It’s Pew Charitable Trusts’ (PCT) 70th Anniversary this year and the organization is celebrating by highlighting their “non-partisan” approach to policy influence and research. They claim that “through our non-partisan reporting and research, advocacy, and technical assistance we help cities and states deliver better results by investing in programs that provide the strongest returns.”
But that’s not entirely true.
PCT has always been political. The donors intended PCT to fund organizations that agreed with their conservative ideology. However, since its founding in 2003, PCT has largely ignored its past.
The Pews, an affluent Philadelphian family, established seven foundations in the 1940s as a way to retain control of the family companies Sun Oil (Sunoco) and Sun Shipbuilding and Dry Dock without having to pay inheritance taxes, according to Martin M. Wooster in his book How Great Philanthropists Failed and You Can Succeed at Protecting Your Legacy. It also allowed them to better manage their grantmaking mission and help charities throughout Philadelphia and beyond. The family were Republicans and operated along conservative values. Two of the sons, J. Howard Pew Jr. and Joseph N. Pew Jr., were more religiously and politically active; Joseph Jr. gave copiously to revitalize the Pennsylvania Republican Party and funded republican presidential campaigns, J. Howard Pew also gave to religious efforts in order to better the Christian ministry, according to Wooster.
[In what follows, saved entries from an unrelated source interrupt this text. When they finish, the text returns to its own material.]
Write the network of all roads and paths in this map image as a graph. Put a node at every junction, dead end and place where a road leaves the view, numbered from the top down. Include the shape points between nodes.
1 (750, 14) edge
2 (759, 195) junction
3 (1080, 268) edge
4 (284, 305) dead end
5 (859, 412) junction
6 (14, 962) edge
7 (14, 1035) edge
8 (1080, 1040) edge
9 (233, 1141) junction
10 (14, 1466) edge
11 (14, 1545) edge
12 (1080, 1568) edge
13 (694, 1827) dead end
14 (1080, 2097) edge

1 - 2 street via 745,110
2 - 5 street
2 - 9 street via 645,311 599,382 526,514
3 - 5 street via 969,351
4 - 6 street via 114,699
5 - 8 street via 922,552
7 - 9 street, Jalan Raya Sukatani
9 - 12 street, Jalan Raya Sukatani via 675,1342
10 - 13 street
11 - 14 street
Howard founded the Pew Freedom Trust in 1957 “’to acquaint the American people’ with ‘the evils of bureaucracy,’ ‘the values of a free market,’ and ‘the paralyzing effects of government controls on the lives and activities of people.’”
In 2003, the IRS granted the merger of the seven Pew foundations into the Pew Charitable Trusts, a 501(c)3 public charity that financially supports the other entities it has created over the years. In practice, this means that they are no longer a grantmaking organization. When this happened, all of the conservative and libertarian values that J. Howard and Joseph Jr. Pew believed in and intended to support through those funds fell by the wayside. Howard Pew’s Freedom Trust was rolled into the Pew Charitable Trusts’ expanding mission and the legal obligation to follow through with the original mission disappeared.
Under the leadership of the presidents who oversaw the transition to a public charity, Thomas W. Langfitt and Rebecca W. Rimel, PCT now has become a left-wing organization that has abandoned its original values. Conservative grantmaking for conservative charities has become a thing of the past for the Pew Charitable Trusts; environmental, biomedical, and economic research, funding for the arts, and policy research are their main concern. They have taken such a 180 degree turn that they have funded environmentalist groups who oppose oil drilling in Canada, the very product that gave them the generous funding they have today.
According to Wooster, in 2004, PCT gave $9 million to a nonprofit called New Voter Project that is known for its hostility toward Republicans.
PCT also abandoned its original geographic jurisdiction in 2009. No longer do they center on helping Philadelphia charities with their funds in the way the founders wished. In fact, PCT moved the majority of its staff from their Philadelphia headquarters down to Washington, D.C., and closer to the action where they can better influence law-makers and other organizations.
PCT may advertise that they are non-partisan but it is very clear that they do have a partisan agenda—one that counters the conservative intentions of its founders.